## Collected data entries
================

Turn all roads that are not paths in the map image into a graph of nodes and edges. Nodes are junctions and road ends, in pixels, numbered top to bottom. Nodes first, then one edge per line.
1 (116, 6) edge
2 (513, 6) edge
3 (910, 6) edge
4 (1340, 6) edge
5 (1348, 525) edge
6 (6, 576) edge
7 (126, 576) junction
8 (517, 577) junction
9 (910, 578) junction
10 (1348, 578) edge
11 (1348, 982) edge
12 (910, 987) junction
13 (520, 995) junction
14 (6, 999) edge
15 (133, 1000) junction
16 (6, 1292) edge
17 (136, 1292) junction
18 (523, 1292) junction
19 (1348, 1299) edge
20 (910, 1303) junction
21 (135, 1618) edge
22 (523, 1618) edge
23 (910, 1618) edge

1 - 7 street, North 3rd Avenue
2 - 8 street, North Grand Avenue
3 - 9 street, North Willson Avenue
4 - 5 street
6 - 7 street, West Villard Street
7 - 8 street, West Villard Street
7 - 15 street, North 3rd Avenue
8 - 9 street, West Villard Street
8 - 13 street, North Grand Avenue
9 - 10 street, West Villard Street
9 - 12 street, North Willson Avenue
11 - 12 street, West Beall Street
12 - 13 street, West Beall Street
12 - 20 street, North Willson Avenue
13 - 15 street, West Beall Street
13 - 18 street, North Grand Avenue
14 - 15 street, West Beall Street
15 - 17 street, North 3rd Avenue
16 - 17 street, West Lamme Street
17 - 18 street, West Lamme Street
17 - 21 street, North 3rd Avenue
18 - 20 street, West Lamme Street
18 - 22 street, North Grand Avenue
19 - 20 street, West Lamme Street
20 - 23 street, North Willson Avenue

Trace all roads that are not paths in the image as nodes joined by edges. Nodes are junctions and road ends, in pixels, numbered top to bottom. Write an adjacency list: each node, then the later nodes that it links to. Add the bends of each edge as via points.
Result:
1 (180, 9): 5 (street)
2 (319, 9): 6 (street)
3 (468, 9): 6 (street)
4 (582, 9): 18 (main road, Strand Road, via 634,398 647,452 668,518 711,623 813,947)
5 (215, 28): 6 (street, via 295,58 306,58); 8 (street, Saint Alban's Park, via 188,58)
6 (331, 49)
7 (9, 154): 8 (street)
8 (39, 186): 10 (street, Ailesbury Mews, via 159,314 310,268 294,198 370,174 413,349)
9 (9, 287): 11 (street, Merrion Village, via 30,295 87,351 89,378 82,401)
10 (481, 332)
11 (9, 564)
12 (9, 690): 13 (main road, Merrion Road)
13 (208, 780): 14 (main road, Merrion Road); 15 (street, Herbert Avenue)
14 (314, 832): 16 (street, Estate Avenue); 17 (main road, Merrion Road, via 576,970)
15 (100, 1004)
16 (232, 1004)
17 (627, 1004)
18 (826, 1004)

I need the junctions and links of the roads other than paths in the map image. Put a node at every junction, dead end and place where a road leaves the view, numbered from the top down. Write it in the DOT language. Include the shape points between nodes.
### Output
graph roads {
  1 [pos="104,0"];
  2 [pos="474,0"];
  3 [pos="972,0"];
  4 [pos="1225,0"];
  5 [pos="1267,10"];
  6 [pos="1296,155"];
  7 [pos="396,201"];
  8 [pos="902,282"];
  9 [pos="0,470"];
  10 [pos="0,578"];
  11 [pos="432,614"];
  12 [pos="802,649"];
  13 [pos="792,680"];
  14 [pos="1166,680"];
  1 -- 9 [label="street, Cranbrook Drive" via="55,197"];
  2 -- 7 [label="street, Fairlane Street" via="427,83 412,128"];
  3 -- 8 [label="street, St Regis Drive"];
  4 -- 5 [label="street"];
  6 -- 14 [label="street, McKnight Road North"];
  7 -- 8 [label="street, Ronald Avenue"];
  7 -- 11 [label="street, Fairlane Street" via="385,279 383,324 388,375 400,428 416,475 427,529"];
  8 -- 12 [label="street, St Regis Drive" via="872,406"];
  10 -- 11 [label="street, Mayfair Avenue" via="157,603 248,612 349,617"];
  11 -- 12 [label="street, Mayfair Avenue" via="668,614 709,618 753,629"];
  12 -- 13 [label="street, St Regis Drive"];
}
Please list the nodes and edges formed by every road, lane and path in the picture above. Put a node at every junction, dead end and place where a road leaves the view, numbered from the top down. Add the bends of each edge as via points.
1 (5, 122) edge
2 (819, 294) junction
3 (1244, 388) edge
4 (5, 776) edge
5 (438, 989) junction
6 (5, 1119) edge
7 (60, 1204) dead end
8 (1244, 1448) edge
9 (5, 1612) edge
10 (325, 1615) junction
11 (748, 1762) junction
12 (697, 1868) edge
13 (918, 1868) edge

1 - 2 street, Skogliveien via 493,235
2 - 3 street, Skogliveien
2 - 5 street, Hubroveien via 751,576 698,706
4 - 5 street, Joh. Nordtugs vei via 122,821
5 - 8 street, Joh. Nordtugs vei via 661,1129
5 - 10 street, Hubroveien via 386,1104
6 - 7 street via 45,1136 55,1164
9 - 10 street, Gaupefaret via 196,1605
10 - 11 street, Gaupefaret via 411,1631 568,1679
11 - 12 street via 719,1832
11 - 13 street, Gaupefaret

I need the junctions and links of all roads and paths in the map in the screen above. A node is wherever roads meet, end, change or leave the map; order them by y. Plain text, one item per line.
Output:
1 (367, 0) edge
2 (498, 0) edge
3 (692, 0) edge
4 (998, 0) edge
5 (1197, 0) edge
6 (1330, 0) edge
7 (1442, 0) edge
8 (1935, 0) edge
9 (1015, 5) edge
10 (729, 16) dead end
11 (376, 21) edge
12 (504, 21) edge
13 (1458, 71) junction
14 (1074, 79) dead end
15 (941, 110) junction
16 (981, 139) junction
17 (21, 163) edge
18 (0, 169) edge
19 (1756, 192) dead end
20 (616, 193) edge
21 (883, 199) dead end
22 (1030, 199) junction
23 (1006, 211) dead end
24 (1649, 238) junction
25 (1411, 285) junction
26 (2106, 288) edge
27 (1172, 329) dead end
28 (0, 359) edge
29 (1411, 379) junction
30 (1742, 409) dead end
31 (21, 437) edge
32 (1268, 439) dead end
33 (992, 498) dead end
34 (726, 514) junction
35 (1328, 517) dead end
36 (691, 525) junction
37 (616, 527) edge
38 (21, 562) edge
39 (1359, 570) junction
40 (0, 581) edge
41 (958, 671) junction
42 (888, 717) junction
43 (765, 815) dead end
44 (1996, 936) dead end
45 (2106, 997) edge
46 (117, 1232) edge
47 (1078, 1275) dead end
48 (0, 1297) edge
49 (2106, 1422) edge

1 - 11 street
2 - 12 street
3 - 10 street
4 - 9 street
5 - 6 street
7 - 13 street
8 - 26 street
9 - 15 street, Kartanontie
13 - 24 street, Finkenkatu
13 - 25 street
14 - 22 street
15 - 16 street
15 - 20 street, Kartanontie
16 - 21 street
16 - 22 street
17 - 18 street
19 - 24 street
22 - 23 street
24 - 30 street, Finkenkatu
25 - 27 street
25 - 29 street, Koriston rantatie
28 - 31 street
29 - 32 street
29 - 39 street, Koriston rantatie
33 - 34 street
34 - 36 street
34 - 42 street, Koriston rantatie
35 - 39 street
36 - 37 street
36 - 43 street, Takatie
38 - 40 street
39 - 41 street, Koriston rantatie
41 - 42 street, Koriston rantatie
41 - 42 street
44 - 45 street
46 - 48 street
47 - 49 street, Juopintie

================

## What the task requires
The lines to copy are those above that contain "Write".

## Task solution
Trace all roads that are not paths in the image as nodes joined by edges. Nodes are junctions and road ends, in pixels, numbered top to bottom. Write an adjacency list: each node, then the later nodes that it links to. Add the bends of each edge as via points.
I need the junctions and links of the roads other than paths in the map image. Put a node at every junction, dead end and place where a road leaves the view, numbered from the top down. Write it in the DOT language. Include the shape points between nodes.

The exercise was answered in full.